Previous studies have shown that vitamin D considerably affects immune system regulation, cell differentiation, regulation of cell proliferation, and inflammatory processes. Vitamin D can improve insulin secretion and reduce insulin resistance and liver fibrosis. Through these mechanisms, which are mediated by cytokines and adipokines, vitamin D may contribute to the evolution and advancement of NAFLD (35). Numerous studies have shown that markers of inflammation, such as CRP, TNF-α, and IL-6 are possibly associated with the pathogenesis of NAFLD (36). Elevated serum TNF-α levels have been associated with the increased risk of NAFLD in healthy non-diabetic individuals (36). Moreover, a direct relationship has been found between the increased serum levels of inflammatory markers and NAFLD severity (37). Overall, vitamin D can reduce inflammation in various ways (38). Therefore, it can be proposed that vitamin D reduces the severity of NAFLD, and its deficiency is associated with the exacerbation of NAFLD.

In patients with NAFLD, insulin sensitivity is reduced in the muscles, fat, and liver (39).
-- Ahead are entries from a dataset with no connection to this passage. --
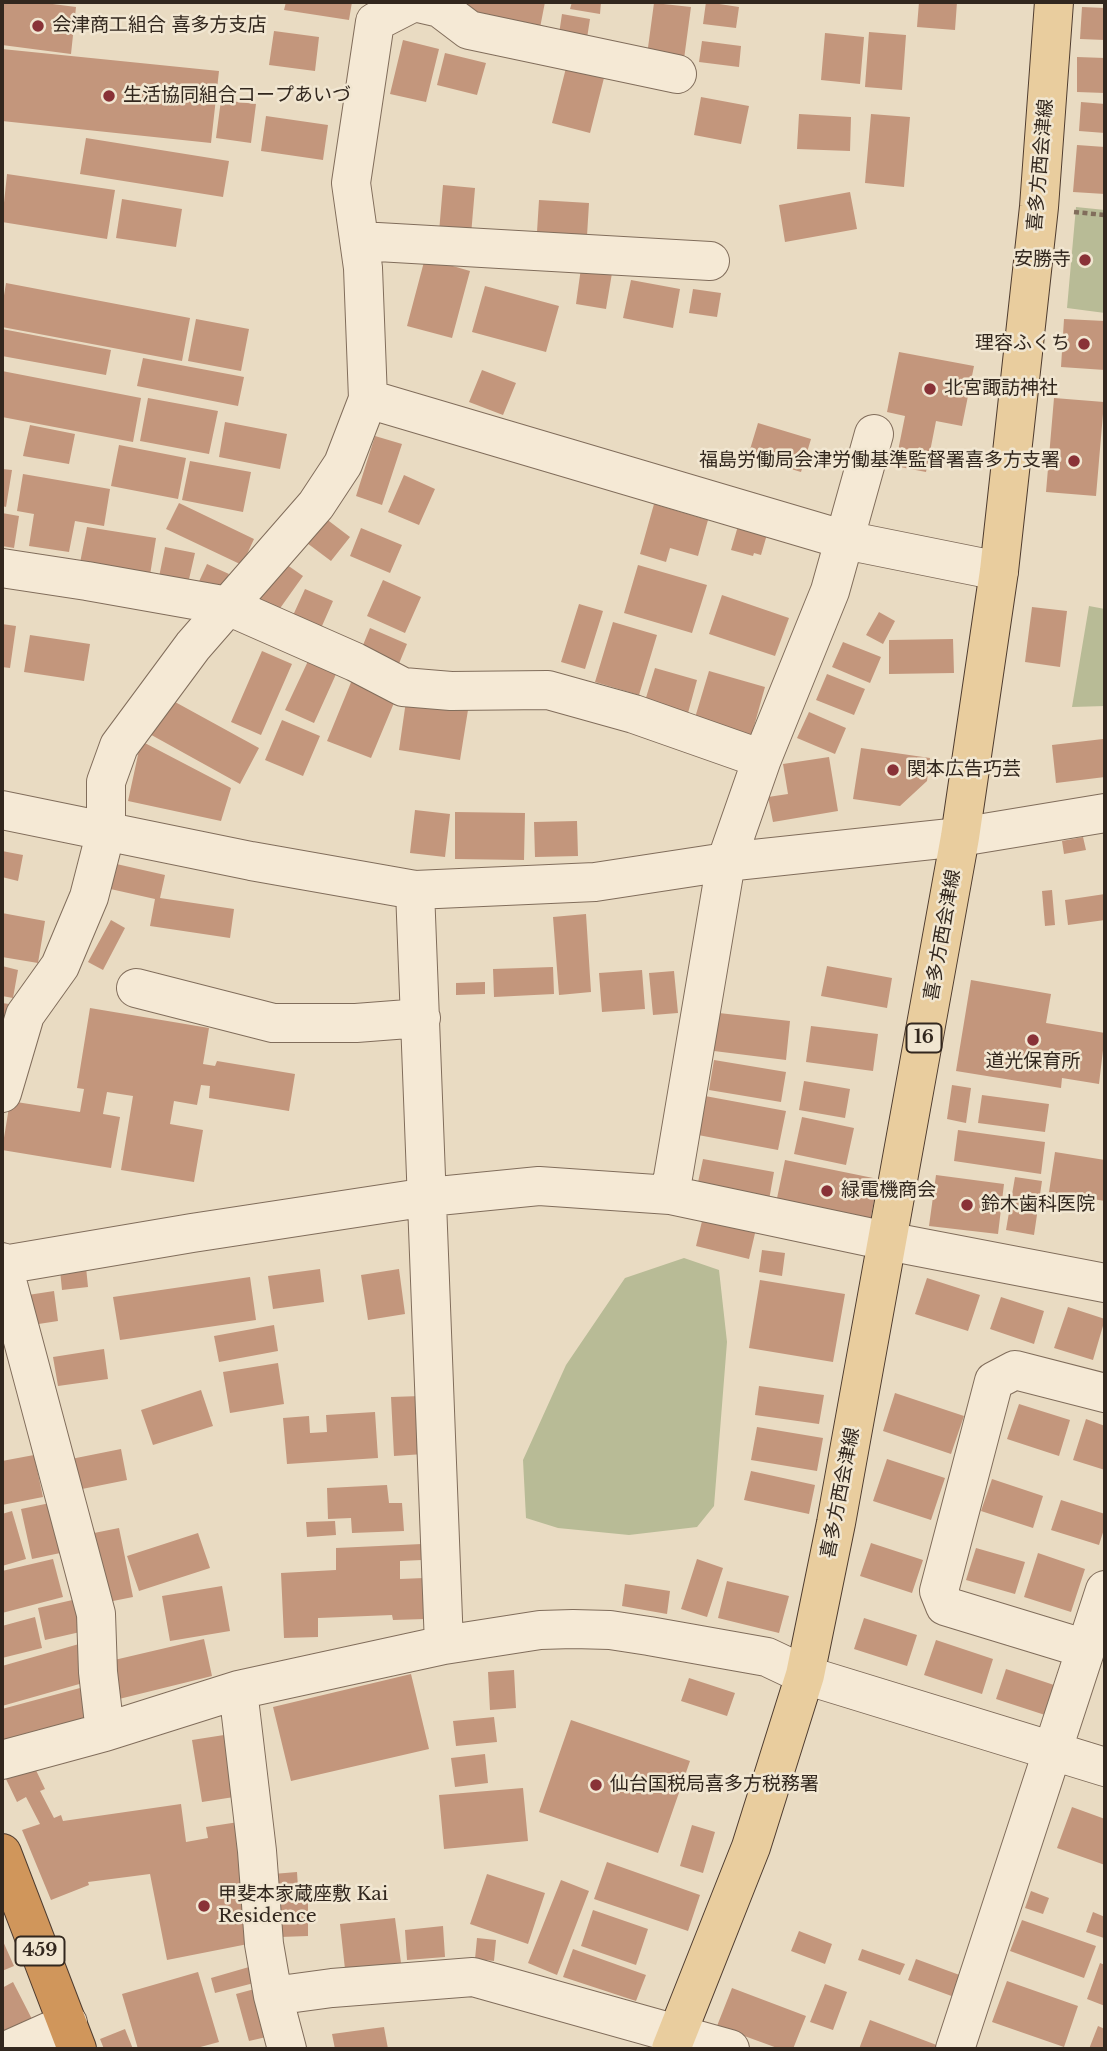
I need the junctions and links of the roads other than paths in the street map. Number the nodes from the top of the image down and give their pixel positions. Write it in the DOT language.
graph roads {
  1 [pos="1054,2"];
  2 [pos="440,5"];
  3 [pos="677,74"];
  4 [pos="360,241"];
  5 [pos="710,261"];
  6 [pos="368,399"];
  7 [pos="874,434"];
  8 [pos="845,540"];
  9 [pos="2,568"];
  10 [pos="999,571"];
  11 [pos="228,606"];
  12 [pos="762,759"];
  13 [pos="2,810"];
  14 [pos="1105,814"];
  15 [pos="106,831"];
  16 [pos="960,838"];
  17 [pos="726,862"];
  18 [pos="415,890"];
  19 [pos="136,988"];
  20 [pos="421,1018"];
  21 [pos="2,1093"];
  22 [pos="670,1195"];
  23 [pos="428,1197"];
  24 [pos="887,1241"];
  25 [pos="2,1264"];
  26 [pos="1105,1283"];
  27 [pos="1105,1393"];
  28 [pos="1105,1590"];
  29 [pos="444,1645"];
  30 [pos="1086,1649"];
  31 [pos="805,1675"];
  32 [pos="238,1690"];
  33 [pos="105,1732"];
  34 [pos="1053,1751"];
  35 [pos="2,1760"];
  36 [pos="1105,1768"];
  37 [pos="2,1853"];
  38 [pos="273,1996"];
  39 [pos="73,2036"];
  40 [pos="674,2041"];
  41 [pos="10,2049"];
  42 [pos="287,2049"];
  43 [pos="730,2049"];
  44 [pos="955,2049"];
  1 -- 10 [label="main road, 喜多方西会津線 / 16"];
  2 -- 3 [label="street"];
  2 -- 4 [label="street"];
  4 -- 5 [label="street"];
  4 -- 6 [label="street"];
  6 -- 8 [label="street"];
  6 -- 11 [label="street"];
  7 -- 8 [label="street"];
  8 -- 10 [label="street"];
  8 -- 12 [label="street"];
  9 -- 11 [label="street"];
  10 -- 16 [label="main road, 喜多方西会津線 / 16"];
  11 -- 12 [label="street"];
  11 -- 15 [label="street"];
  12 -- 17 [label="street"];
  13 -- 15 [label="street"];
  14 -- 16 [label="street"];
  15 -- 18 [label="street"];
  15 -- 21 [label="street"];
  16 -- 17 [label="street"];
  16 -- 24 [label="main road, 喜多方西会津線 / 16"];
  17 -- 18 [label="street"];
  17 -- 22 [label="street"];
  18 -- 20 [label="street"];
  19 -- 20 [label="street"];
  20 -- 23 [label="street"];
  22 -- 23 [label="street"];
  22 -- 24 [label="street"];
  23 -- 25 [label="street"];
  23 -- 29 [label="street"];
  24 -- 26 [label="street"];
  24 -- 31 [label="main road, 喜多方西会津線 / 16"];
  25 -- 33 [label="street"];
  27 -- 30 [label="street"];
  28 -- 30 [label="street"];
  29 -- 31 [label="street"];
  29 -- 32 [label="street"];
  30 -- 34 [label="street"];
  31 -- 34 [label="street"];
  31 -- 40 [label="main road, 喜多方西会津線 / 16"];
  32 -- 33 [label="street"];
  32 -- 38 [label="street"];
  33 -- 35 [label="street"];
  34 -- 36 [label="street"];
  34 -- 44 [label="street"];
  37 -- 39 [label="highway, 459"];
  38 -- 40 [label="street"];
  38 -- 42 [label="street"];
  39 -- 41 [label="street"];
  40 -- 43 [label="street"];
}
Vitamin D increases insulin sensitivity by increasing the number of insulin receptors in myocytes, increasing insulin sensitivity in insulin receptors, and affecting peroxisome proliferator-activated receptor delta (PPAR-δ) (40). On the other hand, during oxidative stress, an elevation in reactive oxygen species (ROS) and lipid peroxidation occurs, which ultimately leads to intracellular damage (41). The concentrations of lipid peroxidation biomarkers are correlated with the severity of liver disease (42). According to previous research, vitamin D deficiency increases the concentration of oxidative stress biomarkers, and vitamin D intake reduces the concentration of these biomarkers (43). Also, abnormal lipid metabolism results in fat accumulation in the liver, which in turn increases the production of various adipokines, inflammation, and oxidative stress, all of which play an important role in the NAFLD pathogenesis (44).

This research had some limitations. First, it was a cross-sectional research, in which a cause-and-effect relationship could not be indicated between vitamin D deficiency and NAFLD. Second, no liver biopsy was performed in this study. Generally, liver biopsy is the gold standard technique to diagnose NAFLD and differentiate it from NASH. However, considering the aggressiveness of liver biopsy, ultrasound has been used to diagnose NAFLD in previous studies. Ultrasound sensitivity for the diagnosis of NAFLD ranges from 60 to 94%, depending on the severity of steatosis.

On the other hand, since ultrasound is an operator-dependent method, all liver ultrasounds were performed by an experienced radiologist in this study, which is one of its main strengths. Also, elimination of other reasons for chronic liver disease and relatively acceptable sample size are other strengths of this study.

In summary, vitamin D status is associated with the presence of NAFLD in T2DM patients. However, large-scale prospective studies are needed to demonstrate this association and suggest vitamin D deficiency as a risk factor for NAFLD in diabetic patients. Further investigation is warranted to examine the effect of vitamin D supplementation on liver steatosis status in these cases.